The parties do not dispute that Plaintiff placed a sum certain value on the claim. Therefore, the only issue bearing on the Court's subject matter jurisdiction is whether Plaintiff's claim gave written notice sufficient to enable the VA to begin its own investigation. The Government does not argue that Plaintiff failed to exhaust his wrongful death claim, therefore the Court proceeds to consider whether Plaintiff properly presented his survival claim.

b. Notice

The Government argues that the administrative claim Plaintiff submitted to the VA cannot be fairly be read to assert a survival action. The Court must consider the scope of claims Plaintiff asserted in his administrative charge in order to determine whether the agency was given sufficient notice to enable the VA to respond either by settlement or defense.[32] Under Kansas law there are two different causes of action that may arise when a person's death is allegedly caused by the negligence of another: a wrongful death action and a survival action.[33] A wrongful death claim is based upon any loss suffered by all heirs after the decedent's death.[34] A survival action allows the personal representative of the decedent's estate to recover damages accrued by the injured party between the time of injury and death, including pain and suffering experienced by the injured party between the time of injury and the time of death.[35] Similarly, in Missouri, a wrongful death action belongs to the decedent's survivors and only the personal representative can bring a survivorship action.[36]

The Court finds that the administrative claim provided the VA with notice of a survival claim. Both Missouri and Kansas law require a survival action to be brought by the personal representative of the estate.[37] While Plaintiff's administrative claim does not clearly state a claim for recovery of " conscious pain and suffering" damages, it does demand " personal injury" damages. Moreover, Plaintiff alleges in detail the depression and other mental health issues suffered by William Draughon prior to his death. While it is true that neither Plaintiff's Complaint in this case, nor his administrative claim represented that Plaintiff was the personal representative of the estate, this is not fatal to the Court's subject matter jurisdiction.[38] Failure to file a survival action by the person authorized under state law does not defeat subject matter jurisdiction.[39] Because the VA was given sufficient notice of this claim to enable it to begin its own investigation, the Court finds that Plaintiff exhausted his administrative remedies as to the survival claim.

3. Claim for VA Benefits

The Government argues that the Court lacks jurisdiction under 38 U.S.C. § 511(a) to the extent Plaintiff asserts a claim related to the Department of Veterans Affairs' disability determination of William Draughon. Plaintiff is correct that this Court lacks subject matter jurisdiction over any benefits claim in this case because it has already been decided by the VA.[40] But the Court does not construe Plaintiff's Complaint as alleging a claim regarding any disability determination. Instead, the Complaint seeks damages stemming from the negligent treatment of William Draughon's PTSD. To the extent Plaintiff asserts a claim to disability benefits, his claim must be dismissed.

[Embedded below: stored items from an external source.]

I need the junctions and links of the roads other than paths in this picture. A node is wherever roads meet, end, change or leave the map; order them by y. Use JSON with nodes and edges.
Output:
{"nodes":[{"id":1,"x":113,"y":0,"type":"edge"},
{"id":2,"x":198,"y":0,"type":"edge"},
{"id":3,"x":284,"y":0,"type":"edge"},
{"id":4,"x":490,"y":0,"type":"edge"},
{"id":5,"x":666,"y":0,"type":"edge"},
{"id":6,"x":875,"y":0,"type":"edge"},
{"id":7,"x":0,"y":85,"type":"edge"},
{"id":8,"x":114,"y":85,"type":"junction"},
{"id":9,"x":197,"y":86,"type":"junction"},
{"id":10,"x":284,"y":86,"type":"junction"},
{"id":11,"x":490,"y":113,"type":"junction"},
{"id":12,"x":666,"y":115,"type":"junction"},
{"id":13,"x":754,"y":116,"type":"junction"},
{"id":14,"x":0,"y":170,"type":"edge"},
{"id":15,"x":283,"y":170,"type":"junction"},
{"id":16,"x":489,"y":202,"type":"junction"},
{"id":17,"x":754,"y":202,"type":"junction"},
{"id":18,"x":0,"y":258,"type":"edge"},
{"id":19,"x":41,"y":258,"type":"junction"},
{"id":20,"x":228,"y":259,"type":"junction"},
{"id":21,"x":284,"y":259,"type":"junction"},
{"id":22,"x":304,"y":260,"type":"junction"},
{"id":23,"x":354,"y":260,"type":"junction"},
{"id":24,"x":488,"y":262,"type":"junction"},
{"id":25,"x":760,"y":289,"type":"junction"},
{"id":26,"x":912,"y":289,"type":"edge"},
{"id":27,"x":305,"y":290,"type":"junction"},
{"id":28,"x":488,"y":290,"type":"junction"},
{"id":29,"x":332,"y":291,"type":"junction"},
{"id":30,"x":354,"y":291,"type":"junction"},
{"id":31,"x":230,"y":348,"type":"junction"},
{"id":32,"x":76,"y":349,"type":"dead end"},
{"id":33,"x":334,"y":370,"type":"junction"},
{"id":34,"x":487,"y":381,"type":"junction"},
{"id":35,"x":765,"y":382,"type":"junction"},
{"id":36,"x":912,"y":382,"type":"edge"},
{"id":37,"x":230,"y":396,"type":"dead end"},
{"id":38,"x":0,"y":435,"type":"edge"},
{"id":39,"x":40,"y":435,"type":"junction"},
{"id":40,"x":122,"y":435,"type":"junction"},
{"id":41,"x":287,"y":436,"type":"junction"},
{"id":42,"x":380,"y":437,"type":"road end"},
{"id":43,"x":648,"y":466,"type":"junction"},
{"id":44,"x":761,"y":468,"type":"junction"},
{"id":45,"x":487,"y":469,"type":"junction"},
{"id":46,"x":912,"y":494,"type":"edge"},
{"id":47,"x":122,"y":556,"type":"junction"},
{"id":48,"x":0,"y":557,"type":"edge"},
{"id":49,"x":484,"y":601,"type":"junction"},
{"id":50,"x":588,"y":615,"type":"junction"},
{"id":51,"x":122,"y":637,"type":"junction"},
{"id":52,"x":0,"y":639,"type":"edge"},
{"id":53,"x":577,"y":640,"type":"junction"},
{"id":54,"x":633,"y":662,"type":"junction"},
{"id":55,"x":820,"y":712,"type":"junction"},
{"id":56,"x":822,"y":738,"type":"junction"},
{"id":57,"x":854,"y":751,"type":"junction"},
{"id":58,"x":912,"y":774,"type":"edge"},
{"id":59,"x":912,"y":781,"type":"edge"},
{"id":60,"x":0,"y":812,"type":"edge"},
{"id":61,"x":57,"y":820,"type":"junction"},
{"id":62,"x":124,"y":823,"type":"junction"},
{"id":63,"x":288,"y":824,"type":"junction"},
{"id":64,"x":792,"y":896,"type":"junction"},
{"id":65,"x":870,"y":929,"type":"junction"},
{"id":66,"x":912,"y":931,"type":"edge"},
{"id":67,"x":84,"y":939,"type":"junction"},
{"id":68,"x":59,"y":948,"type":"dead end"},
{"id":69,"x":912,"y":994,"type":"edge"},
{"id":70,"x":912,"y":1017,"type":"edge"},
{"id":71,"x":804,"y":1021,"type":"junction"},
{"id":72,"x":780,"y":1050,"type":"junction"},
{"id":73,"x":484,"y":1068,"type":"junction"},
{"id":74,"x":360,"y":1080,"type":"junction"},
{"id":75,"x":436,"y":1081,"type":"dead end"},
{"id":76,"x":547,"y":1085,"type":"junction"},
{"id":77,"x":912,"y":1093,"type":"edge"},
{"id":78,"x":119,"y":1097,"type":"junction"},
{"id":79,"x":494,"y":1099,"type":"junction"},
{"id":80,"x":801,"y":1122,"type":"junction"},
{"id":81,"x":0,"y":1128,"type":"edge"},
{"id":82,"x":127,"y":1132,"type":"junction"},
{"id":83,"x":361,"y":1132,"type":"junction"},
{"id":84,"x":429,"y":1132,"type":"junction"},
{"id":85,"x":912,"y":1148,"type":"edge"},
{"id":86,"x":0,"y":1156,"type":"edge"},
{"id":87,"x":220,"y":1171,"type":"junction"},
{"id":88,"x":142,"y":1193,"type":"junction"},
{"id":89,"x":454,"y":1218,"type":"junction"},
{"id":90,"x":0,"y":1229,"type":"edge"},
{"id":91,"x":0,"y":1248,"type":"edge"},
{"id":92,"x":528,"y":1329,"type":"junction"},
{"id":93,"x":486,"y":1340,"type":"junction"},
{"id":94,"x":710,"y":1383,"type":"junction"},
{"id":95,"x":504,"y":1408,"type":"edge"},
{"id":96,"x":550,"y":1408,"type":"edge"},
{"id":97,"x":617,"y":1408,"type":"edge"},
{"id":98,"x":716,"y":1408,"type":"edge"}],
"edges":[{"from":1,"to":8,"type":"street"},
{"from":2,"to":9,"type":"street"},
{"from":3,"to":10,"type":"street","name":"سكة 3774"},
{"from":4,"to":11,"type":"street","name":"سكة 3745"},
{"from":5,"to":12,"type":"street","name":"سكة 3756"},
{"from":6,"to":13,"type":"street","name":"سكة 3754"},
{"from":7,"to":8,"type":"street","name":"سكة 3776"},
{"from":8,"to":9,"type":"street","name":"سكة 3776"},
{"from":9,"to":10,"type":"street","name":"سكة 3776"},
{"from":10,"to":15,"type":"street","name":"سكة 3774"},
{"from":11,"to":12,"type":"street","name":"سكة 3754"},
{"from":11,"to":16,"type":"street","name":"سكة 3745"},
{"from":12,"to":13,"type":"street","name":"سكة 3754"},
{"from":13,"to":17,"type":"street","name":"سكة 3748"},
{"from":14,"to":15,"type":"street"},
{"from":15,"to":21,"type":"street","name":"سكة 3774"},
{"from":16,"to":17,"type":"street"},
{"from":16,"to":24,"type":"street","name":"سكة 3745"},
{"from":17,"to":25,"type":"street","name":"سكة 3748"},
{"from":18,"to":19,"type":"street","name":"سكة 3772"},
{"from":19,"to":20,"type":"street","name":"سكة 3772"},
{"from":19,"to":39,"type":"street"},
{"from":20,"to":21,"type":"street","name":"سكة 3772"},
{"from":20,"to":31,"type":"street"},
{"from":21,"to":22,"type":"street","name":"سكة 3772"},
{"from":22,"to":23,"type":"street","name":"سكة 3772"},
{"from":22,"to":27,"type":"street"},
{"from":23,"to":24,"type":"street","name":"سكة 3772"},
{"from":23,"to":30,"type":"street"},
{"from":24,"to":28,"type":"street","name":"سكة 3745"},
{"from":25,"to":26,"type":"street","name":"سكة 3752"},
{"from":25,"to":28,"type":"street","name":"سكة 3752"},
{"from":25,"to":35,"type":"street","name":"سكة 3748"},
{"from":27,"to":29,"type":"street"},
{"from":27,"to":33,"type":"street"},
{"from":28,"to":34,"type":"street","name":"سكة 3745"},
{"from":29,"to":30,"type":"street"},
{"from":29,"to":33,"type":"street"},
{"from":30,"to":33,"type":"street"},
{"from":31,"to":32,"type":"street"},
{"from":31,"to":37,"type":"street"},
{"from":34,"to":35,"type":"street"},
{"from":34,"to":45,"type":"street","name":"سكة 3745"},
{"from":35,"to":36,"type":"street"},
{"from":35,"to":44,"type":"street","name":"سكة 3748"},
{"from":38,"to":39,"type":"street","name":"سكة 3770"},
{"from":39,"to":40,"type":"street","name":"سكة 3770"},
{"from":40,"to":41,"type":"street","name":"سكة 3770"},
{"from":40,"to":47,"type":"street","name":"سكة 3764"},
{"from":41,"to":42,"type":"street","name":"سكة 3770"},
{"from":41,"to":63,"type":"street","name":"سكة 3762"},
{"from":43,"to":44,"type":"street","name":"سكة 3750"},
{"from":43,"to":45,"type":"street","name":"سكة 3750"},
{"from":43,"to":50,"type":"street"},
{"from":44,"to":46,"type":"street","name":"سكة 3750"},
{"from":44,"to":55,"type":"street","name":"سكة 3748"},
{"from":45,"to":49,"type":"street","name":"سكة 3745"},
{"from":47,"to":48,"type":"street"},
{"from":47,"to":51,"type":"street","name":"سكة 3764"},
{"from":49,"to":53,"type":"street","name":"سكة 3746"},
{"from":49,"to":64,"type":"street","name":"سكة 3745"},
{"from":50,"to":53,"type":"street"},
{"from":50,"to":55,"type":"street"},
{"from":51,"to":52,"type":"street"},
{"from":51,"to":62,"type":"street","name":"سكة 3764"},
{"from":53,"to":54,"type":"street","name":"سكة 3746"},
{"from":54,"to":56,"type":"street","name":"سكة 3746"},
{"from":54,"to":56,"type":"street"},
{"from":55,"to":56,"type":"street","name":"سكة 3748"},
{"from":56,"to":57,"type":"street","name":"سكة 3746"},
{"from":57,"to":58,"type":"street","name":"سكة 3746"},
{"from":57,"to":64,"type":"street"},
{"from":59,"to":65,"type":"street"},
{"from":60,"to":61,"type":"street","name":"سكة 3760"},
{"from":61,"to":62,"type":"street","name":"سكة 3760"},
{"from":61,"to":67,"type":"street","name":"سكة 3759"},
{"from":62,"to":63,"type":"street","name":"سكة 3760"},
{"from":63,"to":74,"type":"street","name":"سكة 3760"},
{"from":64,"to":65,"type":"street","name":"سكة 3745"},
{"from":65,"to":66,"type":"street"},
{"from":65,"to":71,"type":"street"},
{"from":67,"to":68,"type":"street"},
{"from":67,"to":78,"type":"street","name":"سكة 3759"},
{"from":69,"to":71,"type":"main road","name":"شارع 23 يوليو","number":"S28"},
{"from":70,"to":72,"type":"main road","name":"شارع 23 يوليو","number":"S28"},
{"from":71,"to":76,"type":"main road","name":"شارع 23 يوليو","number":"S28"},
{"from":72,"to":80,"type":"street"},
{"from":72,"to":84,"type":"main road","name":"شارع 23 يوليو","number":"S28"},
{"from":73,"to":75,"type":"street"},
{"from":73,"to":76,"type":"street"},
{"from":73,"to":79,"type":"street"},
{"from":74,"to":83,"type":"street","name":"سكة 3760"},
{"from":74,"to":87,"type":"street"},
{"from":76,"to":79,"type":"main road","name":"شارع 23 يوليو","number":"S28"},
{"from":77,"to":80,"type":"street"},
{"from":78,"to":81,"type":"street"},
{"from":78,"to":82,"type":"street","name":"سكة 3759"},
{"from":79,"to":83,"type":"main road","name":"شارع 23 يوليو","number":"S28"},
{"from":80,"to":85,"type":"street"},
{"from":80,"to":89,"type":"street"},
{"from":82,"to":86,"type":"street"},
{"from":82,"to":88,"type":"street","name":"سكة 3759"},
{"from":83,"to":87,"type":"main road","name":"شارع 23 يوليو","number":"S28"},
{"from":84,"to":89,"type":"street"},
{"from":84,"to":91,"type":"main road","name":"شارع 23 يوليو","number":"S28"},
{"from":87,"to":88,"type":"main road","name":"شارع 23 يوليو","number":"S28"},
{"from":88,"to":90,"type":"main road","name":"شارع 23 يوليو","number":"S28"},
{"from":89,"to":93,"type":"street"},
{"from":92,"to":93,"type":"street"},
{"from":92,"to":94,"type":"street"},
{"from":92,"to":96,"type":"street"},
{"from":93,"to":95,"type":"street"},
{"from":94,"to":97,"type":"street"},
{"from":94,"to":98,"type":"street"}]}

III. Failure to State a Claim

The Government next moves to dismiss Plaintiff's Complaint pursuant to Rule 12(b)(6) for failure to state a claim upon which relief can be granted. The Government argues that Kansas law applies, and that under Kansas law, relief cannot be granted because Plaintiff is an improper party. The Government also argues that if Missouri law applies, Plaintiff's claim must be dismissed because he could not represent the other heirs at law of William Draughon. As described below, taking all inferences in favor of Plaintiff in reviewing the Complaint, Missouri law applies and Plaintiff may maintain a wrongful death action. Moreover, under Missouri law, there is no requirement that all heirs at law join in a wrongful death lawsuit. Therefore, the Court must deny the motion to dismiss subject to renewal on summary judgment.

A. Standard

To survive a motion to dismiss under Fed.R.Civ.P. 12(b)(6), a complaint must present factual allegations, assumed to be true, that " raise a right to relief above the speculative level" and must contain " enough facts to state a claim to relief that is plausible on its face." [41] Under this standard, " the mere metaphysical possibility that some plaintiff could prove some set of facts in support of the pleaded claims is insufficient; the complaint must give the court reason to believe that this plaintiff has a reasonable likelihood of mustering factual support for these claims." [42] The allegations must be enough that, if assumed to be true, the plaintiff plausibly (not just speculatively) has a claim for relief.[43] As the Supreme Court recently explained, " [a] pleading that offers 'labels and conclusions' or a 'formulaic recitation of the elements of a cause of action will not do. Nor does a complaint suffice if it tenders 'naked assertions' devoid of 'further factual enhancement.'" [44] Additionally, " [a] claim has facial plausibility when the plaintiff pleads factual content that allows the court to draw the reasonable inference that the defendant is liable for the misconduct alleged." [45]

B. Choice of Law

Before the Court can determine whether Plaintiff has stated a claim under a particular state law, the Court must know which state law applies to his claims. The Government argues that the Court should apply Kansas law because Plaintiff did not contest the Government's motion as to this issue and thus it is waived. The Court disagrees. The case cited by the Government on this point is inapposite; it merely states that where the " parties have not addressed the choice-of-law issue in the briefs before the court," the Court is not required to address the issue on its own and " the parties are deemed to have acquiesced in the application of the law of the forum." [46] Here, the Government has raised the issue so the Court is required to address it. Moreover, liberally construing Plaintiff's response, the Court views this motion as opposed. As discussed later in this opinion, Plaintiff misunderstands the import of the choice of law question by seeking transfer to cure any deficiency caused by the application of Kansas law. Nonetheless, the Court must address the choice of law question and declines to find it has been waived.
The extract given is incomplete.